Numa certa manhã, como de costume, Tomé foi arranjar a capela. Como era ainda cedo, só tinha tomado o seu «mata-bicho», lá em casa, e uma pequena malga de vinho na tasca da Mirandolina. Chegado à capela, o "Vira-Pipas" quase morreu de susto, pois a imagem da Senhora da Orada não estava no seu lugar, nem em qualquer outro! Vezes acontecia que chegava a ver duas ou três imagens da Senhora, quando a borracheira passava do normal. Não ver nenhuma assustava-o seriamente. Cego não estava! Ainda perguntou à imagem do Senhor S. Brás pela ausente, mas como este não respondeu, pensou que teriam sido os Galegos os autores de tão vil afronta.

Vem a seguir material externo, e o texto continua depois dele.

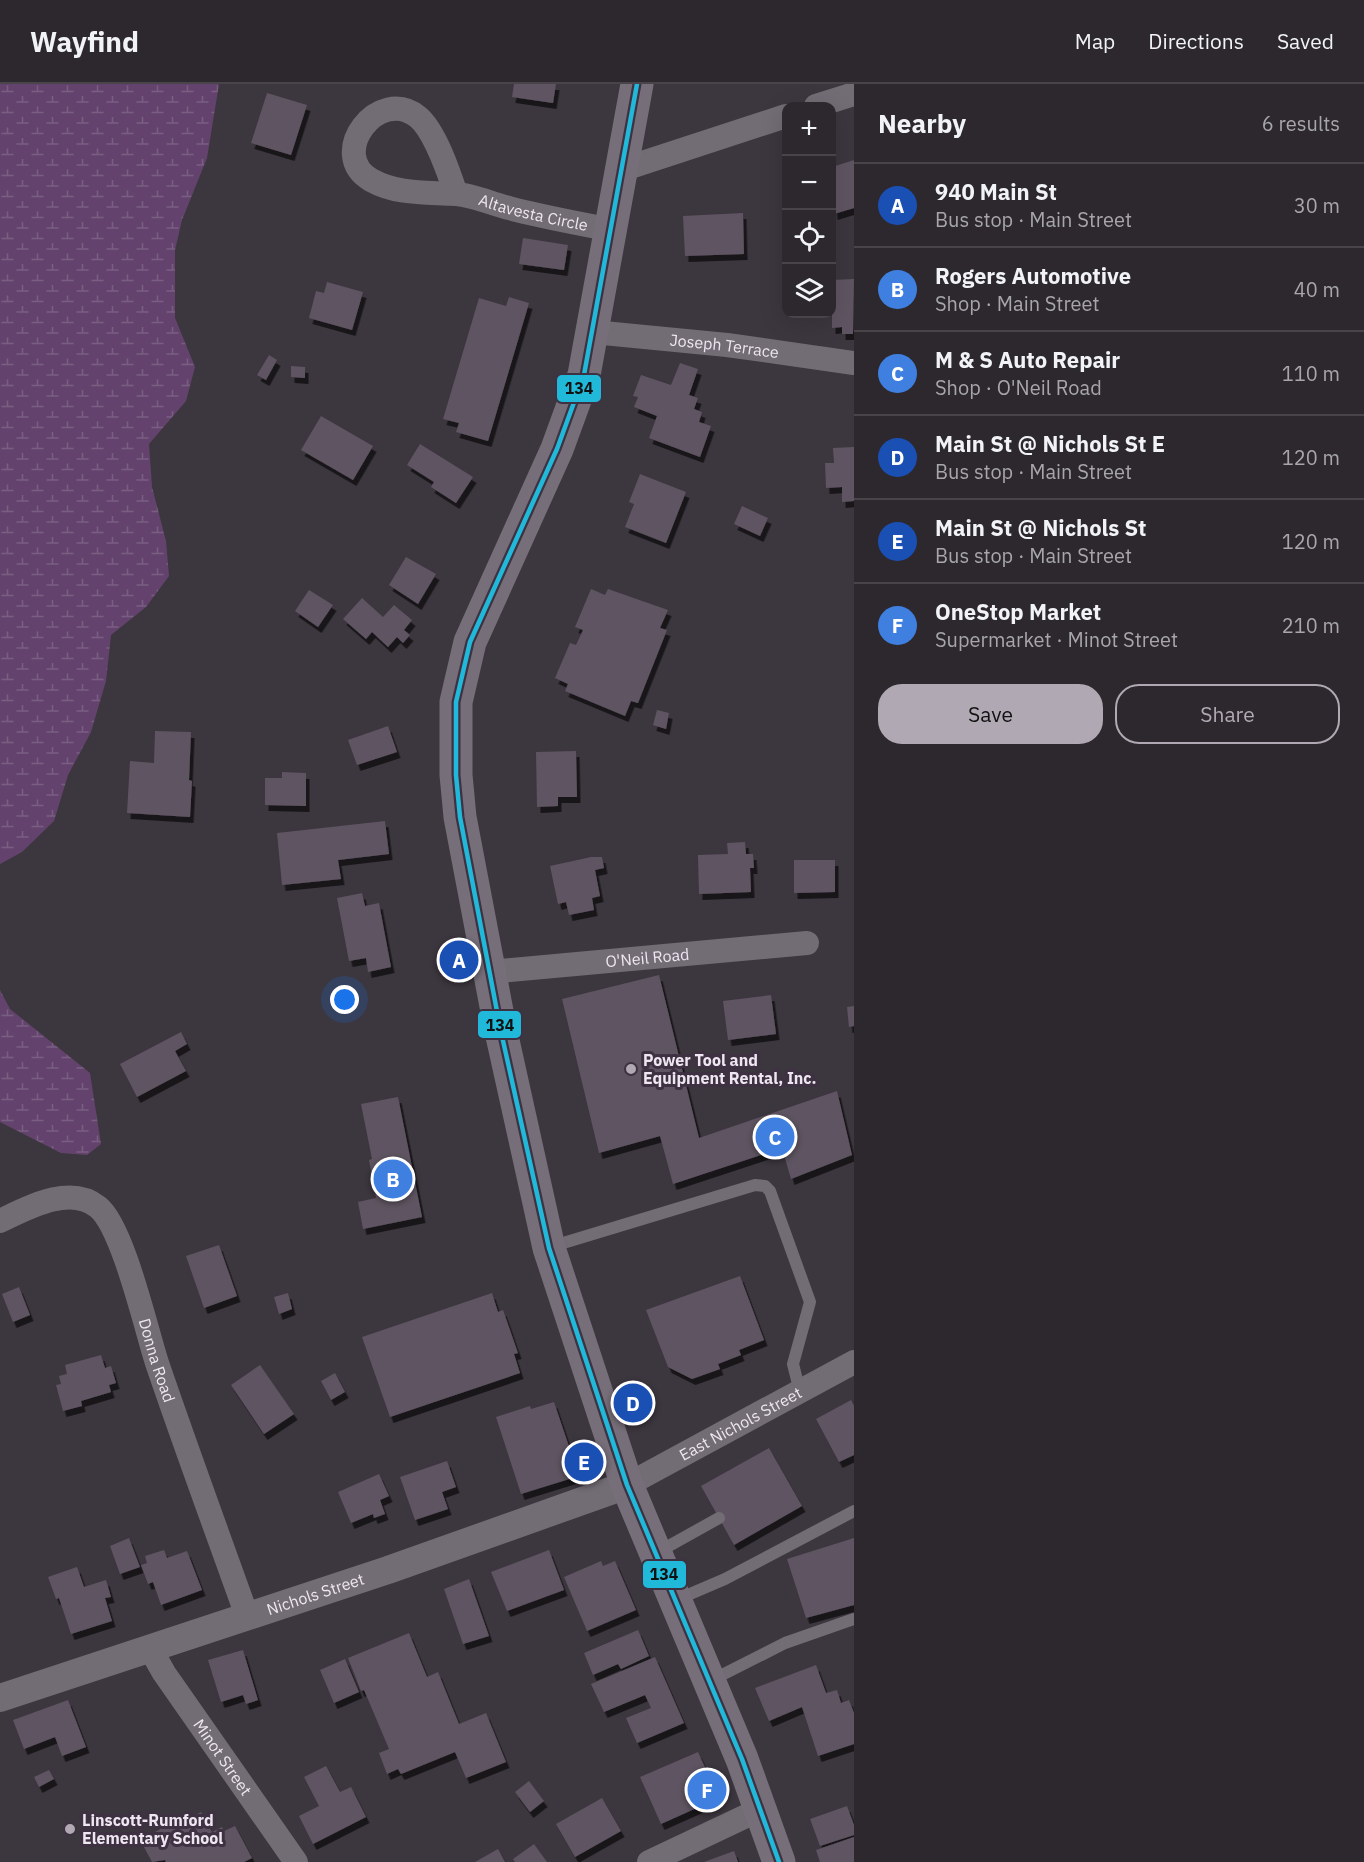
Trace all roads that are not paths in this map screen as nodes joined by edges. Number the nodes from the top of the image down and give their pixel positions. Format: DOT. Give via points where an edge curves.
graph roads {
  1 [pos="637,84"];
  2 [pos="854,94"];
  3 [pos="829,102"];
  4 [pos="782,117"];
  5 [pos="624,169"];
  6 [pos="456,194"];
  7 [pos="612,230"];
  8 [pos="593,332"];
  9 [pos="854,363"];
  10 [pos="807,943"];
  11 [pos="489,972"];
  12 [pos="0,1221"];
  13 [pos="549,1248"];
  14 [pos="854,1362"];
  15 [pos="800,1392"];
  16 [pos="627,1485"];
  17 [pos="854,1511"];
  18 [pos="719,1518"];
  19 [pos="654,1554"];
  20 [pos="675,1601"];
  21 [pos="247,1616"];
  22 [pos="854,1619"];
  23 [pos="151,1650"];
  24 [pos="709,1682"];
  25 [pos="0,1698"];
  26 [pos="761,1809"];
  27 [pos="296,1862"];
  28 [pos="649,1862"];
  29 [pos="779,1862"];
  1 -- 5 [label="main road"];
  2 -- 3 [label="street"];
  4 -- 5 [label="street"];
  5 -- 7 [label="main road"];
  6 -- 7 [label="street, Altavesta Circle"];
  7 -- 8 [label="main road"];
  8 -- 9 [label="street, Joseph Terrace"];
  8 -- 11 [label="main road" via="568,423 478,619 457,692 459,806"];
  10 -- 11 [label="street, O'Neil Road"];
  11 -- 13 [label="main road"];
  12 -- 21 [label="street, Donna Road" via="42,1202 67,1198 92,1202 107,1216"];
  13 -- 15 [label="lane" via="654,1214 756,1185 765,1186 810,1302 793,1367"];
  13 -- 16 [label="main road"];
  14 -- 15 [label="street, East Nichols Street"];
  15 -- 16 [label="street, East Nichols Street"];
  16 -- 19 [label="main road"];
  16 -- 21 [label="street, Nichols Street"];
  17 -- 20 [label="lane"];
  18 -- 19 [label="lane"];
  19 -- 20 [label="main road"];
  20 -- 24 [label="main road"];
  21 -- 23 [label="street, Nichols Street"];
  22 -- 24 [label="lane" via="793,1640"];
  23 -- 25 [label="street, Nichols Street"];
  23 -- 27 [label="street, Minot Street"];
  24 -- 26 [label="main road"];
  26 -- 28 [label="street"];
  26 -- 29 [label="main road"];
}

Furioso saiu o "Vira-Pipas" em direcção à vila de Melgaço para comunicar o sucedido ao Alcaide, e disposto a juntar o povo para enfrentar tal desfeita. Ia o Tomé nestes propósitos pela via romana, quando o chamaram da casa do Arrocheiro para dar uma ajuda na trasfega do vinho. Este era trabalho a que nunca se negava o Tomé, já que entre o passar dos cabaços do vinho lá ia bebendo uma pequena malga do apreciado líquido. Depois de muito bebido e comido, deixou-se o "Vira-Pipas" levar pelo sono, de modo que já só noite dentro acordou e contou o sucedido para os lados da Orada ao seu amigo. Conhecendo os hábitos do Tomé, este só se riu, não acreditando em tão fantasiosa história. Mas como o Tomé insistia tanto, concordou em confirmar o acontecido com uma visita à igreja. Ao entrarem, verificaram que a imagem da Virgem estava no seu lugar. O único surpreendido era o "Vira-Pipas"!
No dia seguinte, muito envergonhado, decidiu o Tomé ir à Senhora da Orada mais cedo do que era costume. Para testar as suas capacidades, num grande esforço, não bebeu a sua malguinha de vinho, nem o imprescindível «mata-bicho»! Chegou até a meter a cabeça debaixo da fonte, para dissipar os possíveis vapores alcoólicos do dia anterior.
Na capela verificou que só estava o menino Jesus, sentado, com aquela cara de choro que toda a criança tem quando a mãe não o leva ao colo. Tomé ficou abismado, sem saber o que fazer. Com medo que se rissem dele, não contou a ninguém, preferindo entregar-se ao trabalho, ao ponto dos conhecidos ficarem admirados com tal dedicação. De manhã e à noite ia à capela, e verificou que a senhora da orada voltava à noitinha. Umas vezes levava o menino, outras não. Só o Tomé sabia destas fugas, e pressentiu naquele mistério uma grande responsabilidade. Não lhe passava da ideia o que lhe acontecera, julgando-se destinatário de uma mensagem da Senhora para que abandonasse o consumo do álcool. Por isso, começou a diminuir no vinho, o que a todos surpreendeu!
Enquanto isto sucedia ao pobre do Tomé, em Riba de Mouro no concelho de Monção, os habitantes viraram-se para a milagrosa Senhora da orada a fim de se livrarem da mortífera peste, que por aqueles anos assolava toda a região. Para agradar à Senhora, prometeram uma romagem anual à capela.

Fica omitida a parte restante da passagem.